Retraites : la commission spéciale entérine un maintien de l'âge légal de départ à 62 ans mais ajoute une notion "d'âge d'équilibre"

Retraites : la commission spéciale entérine un maintien de l'âge légal de départ à 62 ans mais ajoute une notion "d'âge d'équilibre"
Le socialiste Boris Vallaud à l'Assemblée nationale.

, publié le mardi 11 février 2020 à 08h05

L'opposition, de droite comme de gauche, s'est insurgée contre ce vote. "Vous donnez le choix entre le chômage ou la décote, c'est à dire entre la petite vie ou la petite vie", a dénoncé le député socialiste Boris Vallaud, qui a par ailleurs annoncé que les députés PS allaient créer une commission d'enquête sur "la sincérité" de l'étude d'impact qui accompagne le projet de réforme.

Malgré les oppositions de droite comme de gauche, les députés de la commission spéciale sur les retraites ont adopté lundi soir l'article entérinant le maintien de l'âge légal de départ à la retraite à 62 ans, en ajoutant une "notion importante, celle de l'âge d'équilibre" pour bénéficier d'une retraite à taux plein. Les députés ont également adopté l'article 24, qui permet une "transition" de l'emploi vers la retraite, et qui permet le cumul d'une activité et de la retraite. 

Lundi soir, il restait quelques 14.000 amendements en discussion, avant la dernière journée d'examen consacrée au projet de loi ordinaire mardi. La commission spéciale devrait constater mardi soir, après neuf jours consécutifs de travaux, qu'elle ne peut achever l'examen du volet principal de la réforme dans le temps imparti, une situation inédite.


Les oppositions de gauche n'ont pas manqué de dénoncer "l'obsession principale" du gouvernement de "reculer l'âge de départ à la retraite" comme l'a affirmé Boris Vallaud (PS), rejoint par le communiste Pierre Dharréville qui a déclaré que c'était "la ligne de force" du texte. "Vous donnez le choix entre le chômage ou la décote, c'est à dire entre la petite vie ou la petite vie" s'est exclamé Boris Vallaud.

"C'est la vérité si je mens cet article" a martelé le communiste Sébastien Jumel. 

De son côté, la droite a fustigé le manque de "courage" du gouvernement, qui "n'ose pas affronter le problème de la retraite, qui est celui de l'âge", selon Éric Woerth (LR).

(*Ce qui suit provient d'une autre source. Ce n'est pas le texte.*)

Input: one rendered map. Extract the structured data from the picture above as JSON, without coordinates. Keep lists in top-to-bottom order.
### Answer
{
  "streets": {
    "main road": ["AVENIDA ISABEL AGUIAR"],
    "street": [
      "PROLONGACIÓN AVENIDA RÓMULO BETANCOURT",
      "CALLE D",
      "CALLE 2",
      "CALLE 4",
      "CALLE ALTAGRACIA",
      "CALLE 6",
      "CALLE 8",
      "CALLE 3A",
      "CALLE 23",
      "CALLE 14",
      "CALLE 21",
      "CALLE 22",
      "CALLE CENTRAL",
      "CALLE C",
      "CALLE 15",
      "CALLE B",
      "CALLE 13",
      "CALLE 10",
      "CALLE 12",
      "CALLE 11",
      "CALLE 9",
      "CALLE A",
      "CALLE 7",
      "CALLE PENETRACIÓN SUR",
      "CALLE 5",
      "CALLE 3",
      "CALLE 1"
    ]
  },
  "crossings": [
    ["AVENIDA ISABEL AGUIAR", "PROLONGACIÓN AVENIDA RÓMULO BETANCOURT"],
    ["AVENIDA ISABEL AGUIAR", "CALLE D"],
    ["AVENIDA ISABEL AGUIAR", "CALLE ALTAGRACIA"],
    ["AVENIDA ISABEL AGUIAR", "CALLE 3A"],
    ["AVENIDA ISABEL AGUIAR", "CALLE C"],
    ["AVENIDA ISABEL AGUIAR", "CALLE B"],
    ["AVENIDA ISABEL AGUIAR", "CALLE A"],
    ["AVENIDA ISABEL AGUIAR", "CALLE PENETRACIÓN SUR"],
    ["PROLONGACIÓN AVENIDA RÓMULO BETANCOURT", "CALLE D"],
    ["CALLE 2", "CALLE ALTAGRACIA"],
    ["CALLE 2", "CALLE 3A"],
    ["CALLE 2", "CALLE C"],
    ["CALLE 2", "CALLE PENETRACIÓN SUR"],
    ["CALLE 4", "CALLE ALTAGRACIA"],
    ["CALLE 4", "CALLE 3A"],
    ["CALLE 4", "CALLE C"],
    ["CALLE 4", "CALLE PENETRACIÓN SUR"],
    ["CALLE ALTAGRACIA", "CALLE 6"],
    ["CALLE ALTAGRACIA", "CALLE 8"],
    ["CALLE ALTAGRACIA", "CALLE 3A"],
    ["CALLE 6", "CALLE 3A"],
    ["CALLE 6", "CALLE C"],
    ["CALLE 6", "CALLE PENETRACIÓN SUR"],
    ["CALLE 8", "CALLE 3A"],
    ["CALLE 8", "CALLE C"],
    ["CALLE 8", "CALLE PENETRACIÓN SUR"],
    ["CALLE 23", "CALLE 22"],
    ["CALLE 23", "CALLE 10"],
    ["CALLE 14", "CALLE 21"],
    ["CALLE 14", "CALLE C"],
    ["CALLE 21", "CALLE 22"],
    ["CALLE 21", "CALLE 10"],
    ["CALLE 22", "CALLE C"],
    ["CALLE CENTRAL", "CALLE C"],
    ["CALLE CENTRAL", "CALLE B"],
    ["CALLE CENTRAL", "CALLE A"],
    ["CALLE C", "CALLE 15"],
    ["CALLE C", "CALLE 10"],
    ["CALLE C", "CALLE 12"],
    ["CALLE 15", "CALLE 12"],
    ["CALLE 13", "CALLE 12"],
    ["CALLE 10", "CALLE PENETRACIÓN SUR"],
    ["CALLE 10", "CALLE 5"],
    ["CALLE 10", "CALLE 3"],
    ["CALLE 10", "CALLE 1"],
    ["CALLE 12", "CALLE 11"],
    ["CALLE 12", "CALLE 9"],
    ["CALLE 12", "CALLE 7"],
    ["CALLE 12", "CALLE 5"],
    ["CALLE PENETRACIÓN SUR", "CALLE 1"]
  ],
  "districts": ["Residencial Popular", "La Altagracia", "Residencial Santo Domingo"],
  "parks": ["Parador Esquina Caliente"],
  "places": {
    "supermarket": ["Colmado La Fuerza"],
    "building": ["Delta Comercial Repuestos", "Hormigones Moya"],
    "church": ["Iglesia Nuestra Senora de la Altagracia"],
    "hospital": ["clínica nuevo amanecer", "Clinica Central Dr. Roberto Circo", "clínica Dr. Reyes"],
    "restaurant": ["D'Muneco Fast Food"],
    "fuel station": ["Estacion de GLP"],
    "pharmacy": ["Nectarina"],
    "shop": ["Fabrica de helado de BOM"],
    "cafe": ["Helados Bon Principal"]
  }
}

Marie-Christine Dalloz (LR) a également appelé à avoir le "courage" de prendre une "vraie mesure d'âge". 

La "marcheuse" Catherine Fabre a défendu "la liberté" de pouvoir choisir, notion que le rapporteur de la commission, Jacques Maire, avait également défendu. Sa collègue Cendra Motin a rappelé que le "projet est de garantir l'âge légal à 62 ans et de permettre aux gens de partir avant ou après". Le secrétaire d'État chargé des retraites Laurent Pietraszewski a mis en avant "l'ambition de permettre aux Français de pouvoir travailler un peu plus". 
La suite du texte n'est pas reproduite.